*** Opening of Given data ***
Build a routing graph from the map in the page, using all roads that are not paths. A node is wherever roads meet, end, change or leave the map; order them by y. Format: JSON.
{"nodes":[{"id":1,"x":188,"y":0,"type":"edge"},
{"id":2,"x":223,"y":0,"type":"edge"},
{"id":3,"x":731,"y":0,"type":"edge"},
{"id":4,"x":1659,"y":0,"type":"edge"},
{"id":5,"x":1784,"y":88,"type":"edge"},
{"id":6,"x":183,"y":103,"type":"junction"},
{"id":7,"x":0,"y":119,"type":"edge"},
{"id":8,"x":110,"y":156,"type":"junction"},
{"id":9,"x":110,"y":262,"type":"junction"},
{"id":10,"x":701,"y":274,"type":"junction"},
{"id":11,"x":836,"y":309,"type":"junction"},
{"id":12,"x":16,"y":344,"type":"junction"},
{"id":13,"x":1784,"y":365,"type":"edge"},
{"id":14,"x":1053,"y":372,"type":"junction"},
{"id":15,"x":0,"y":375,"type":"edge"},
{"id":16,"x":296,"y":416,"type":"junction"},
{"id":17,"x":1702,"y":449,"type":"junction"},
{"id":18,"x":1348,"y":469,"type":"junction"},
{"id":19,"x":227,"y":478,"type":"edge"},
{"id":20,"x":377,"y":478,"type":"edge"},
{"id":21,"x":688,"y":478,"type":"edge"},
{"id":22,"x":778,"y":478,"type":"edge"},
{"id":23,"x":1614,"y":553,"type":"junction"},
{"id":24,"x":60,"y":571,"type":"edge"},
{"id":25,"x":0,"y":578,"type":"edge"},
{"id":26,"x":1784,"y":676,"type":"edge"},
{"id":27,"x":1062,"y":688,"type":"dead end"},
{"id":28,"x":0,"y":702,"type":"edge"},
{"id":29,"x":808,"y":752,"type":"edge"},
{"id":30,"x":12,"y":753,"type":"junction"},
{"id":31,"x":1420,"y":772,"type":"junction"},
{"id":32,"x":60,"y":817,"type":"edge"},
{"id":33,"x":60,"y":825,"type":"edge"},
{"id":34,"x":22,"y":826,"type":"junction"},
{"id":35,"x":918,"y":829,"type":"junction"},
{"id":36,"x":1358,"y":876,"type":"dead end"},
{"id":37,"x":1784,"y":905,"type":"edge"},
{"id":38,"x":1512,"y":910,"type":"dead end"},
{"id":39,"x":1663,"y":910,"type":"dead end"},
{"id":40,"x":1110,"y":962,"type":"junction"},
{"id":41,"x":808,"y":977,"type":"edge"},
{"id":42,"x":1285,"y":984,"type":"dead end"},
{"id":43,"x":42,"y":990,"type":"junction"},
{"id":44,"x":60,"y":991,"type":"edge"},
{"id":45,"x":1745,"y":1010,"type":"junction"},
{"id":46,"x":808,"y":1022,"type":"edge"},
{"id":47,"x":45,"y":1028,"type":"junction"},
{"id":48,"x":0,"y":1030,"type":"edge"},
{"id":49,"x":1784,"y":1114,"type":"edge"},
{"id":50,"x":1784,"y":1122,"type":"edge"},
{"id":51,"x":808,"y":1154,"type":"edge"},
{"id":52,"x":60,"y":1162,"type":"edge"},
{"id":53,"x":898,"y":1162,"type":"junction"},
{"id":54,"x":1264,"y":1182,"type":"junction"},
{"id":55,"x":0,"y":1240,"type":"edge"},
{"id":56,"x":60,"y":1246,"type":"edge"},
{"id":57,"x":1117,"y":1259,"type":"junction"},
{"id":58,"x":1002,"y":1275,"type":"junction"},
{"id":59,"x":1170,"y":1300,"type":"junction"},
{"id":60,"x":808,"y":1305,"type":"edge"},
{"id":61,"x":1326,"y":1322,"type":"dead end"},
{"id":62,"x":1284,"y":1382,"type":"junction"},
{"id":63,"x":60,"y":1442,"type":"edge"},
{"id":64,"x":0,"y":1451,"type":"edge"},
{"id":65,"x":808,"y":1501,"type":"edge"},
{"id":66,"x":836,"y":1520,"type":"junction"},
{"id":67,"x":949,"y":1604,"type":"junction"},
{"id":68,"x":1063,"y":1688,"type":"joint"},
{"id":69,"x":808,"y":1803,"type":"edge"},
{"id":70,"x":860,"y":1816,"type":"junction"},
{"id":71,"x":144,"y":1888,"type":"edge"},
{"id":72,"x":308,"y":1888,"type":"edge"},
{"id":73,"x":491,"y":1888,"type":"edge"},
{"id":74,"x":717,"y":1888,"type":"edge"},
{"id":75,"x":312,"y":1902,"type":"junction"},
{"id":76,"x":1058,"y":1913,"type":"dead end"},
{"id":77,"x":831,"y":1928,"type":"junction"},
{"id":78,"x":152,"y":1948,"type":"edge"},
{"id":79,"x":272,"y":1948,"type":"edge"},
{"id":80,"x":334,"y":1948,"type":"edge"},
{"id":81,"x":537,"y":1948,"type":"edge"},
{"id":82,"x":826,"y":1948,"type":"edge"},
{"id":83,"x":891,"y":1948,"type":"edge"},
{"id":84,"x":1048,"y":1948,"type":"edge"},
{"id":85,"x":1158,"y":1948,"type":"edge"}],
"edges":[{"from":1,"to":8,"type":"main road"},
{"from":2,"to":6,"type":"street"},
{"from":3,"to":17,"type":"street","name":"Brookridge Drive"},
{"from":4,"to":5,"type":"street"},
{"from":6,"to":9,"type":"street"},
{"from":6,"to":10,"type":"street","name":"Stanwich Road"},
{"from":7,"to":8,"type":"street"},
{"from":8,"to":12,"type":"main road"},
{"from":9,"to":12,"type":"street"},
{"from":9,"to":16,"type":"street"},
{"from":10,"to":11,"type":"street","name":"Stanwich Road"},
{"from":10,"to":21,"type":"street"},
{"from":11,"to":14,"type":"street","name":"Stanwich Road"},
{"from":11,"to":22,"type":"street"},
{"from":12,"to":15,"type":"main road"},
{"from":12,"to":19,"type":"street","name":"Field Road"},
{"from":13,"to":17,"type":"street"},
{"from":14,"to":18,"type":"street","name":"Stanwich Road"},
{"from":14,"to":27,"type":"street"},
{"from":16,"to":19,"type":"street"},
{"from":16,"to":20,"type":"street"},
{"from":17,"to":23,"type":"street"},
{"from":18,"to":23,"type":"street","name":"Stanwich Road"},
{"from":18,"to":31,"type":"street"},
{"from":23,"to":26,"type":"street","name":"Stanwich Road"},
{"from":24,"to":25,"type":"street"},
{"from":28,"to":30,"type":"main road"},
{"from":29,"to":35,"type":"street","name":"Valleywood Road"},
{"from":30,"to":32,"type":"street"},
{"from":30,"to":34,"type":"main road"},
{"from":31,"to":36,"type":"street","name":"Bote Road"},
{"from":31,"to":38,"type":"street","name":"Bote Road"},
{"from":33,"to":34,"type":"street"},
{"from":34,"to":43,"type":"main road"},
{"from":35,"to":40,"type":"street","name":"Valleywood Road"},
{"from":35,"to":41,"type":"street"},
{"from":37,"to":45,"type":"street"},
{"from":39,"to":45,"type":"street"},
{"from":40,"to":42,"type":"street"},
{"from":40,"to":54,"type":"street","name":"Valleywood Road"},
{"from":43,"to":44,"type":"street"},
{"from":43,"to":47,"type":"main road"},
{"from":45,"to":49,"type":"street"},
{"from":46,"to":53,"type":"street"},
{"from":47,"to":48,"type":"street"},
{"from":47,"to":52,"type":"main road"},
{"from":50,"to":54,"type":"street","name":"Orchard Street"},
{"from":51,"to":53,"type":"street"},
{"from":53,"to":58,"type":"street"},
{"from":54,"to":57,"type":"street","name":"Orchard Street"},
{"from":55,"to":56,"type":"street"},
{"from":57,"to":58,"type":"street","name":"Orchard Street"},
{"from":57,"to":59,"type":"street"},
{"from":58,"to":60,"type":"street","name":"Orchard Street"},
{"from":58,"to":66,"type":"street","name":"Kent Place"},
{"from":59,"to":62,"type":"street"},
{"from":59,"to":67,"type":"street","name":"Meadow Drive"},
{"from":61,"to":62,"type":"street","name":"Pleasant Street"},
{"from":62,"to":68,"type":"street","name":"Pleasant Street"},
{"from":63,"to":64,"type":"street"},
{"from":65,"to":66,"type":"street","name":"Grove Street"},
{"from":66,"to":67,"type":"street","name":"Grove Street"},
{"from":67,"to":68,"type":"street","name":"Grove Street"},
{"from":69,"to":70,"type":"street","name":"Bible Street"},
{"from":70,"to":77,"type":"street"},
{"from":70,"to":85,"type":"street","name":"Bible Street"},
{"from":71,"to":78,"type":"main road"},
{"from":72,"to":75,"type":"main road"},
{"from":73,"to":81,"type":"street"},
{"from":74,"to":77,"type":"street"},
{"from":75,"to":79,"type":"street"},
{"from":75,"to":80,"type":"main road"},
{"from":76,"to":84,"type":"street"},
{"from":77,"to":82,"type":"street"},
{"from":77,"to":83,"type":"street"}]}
*** Close of Given data ***
## Problem to work on
Copy out each line of the listing where the string "Pleasant" appears.

## Exercise response
{"from":61,"to":62,"type":"street","name":"Pleasant Street"},
{"from":62,"to":68,"type":"street","name":"Pleasant Street"},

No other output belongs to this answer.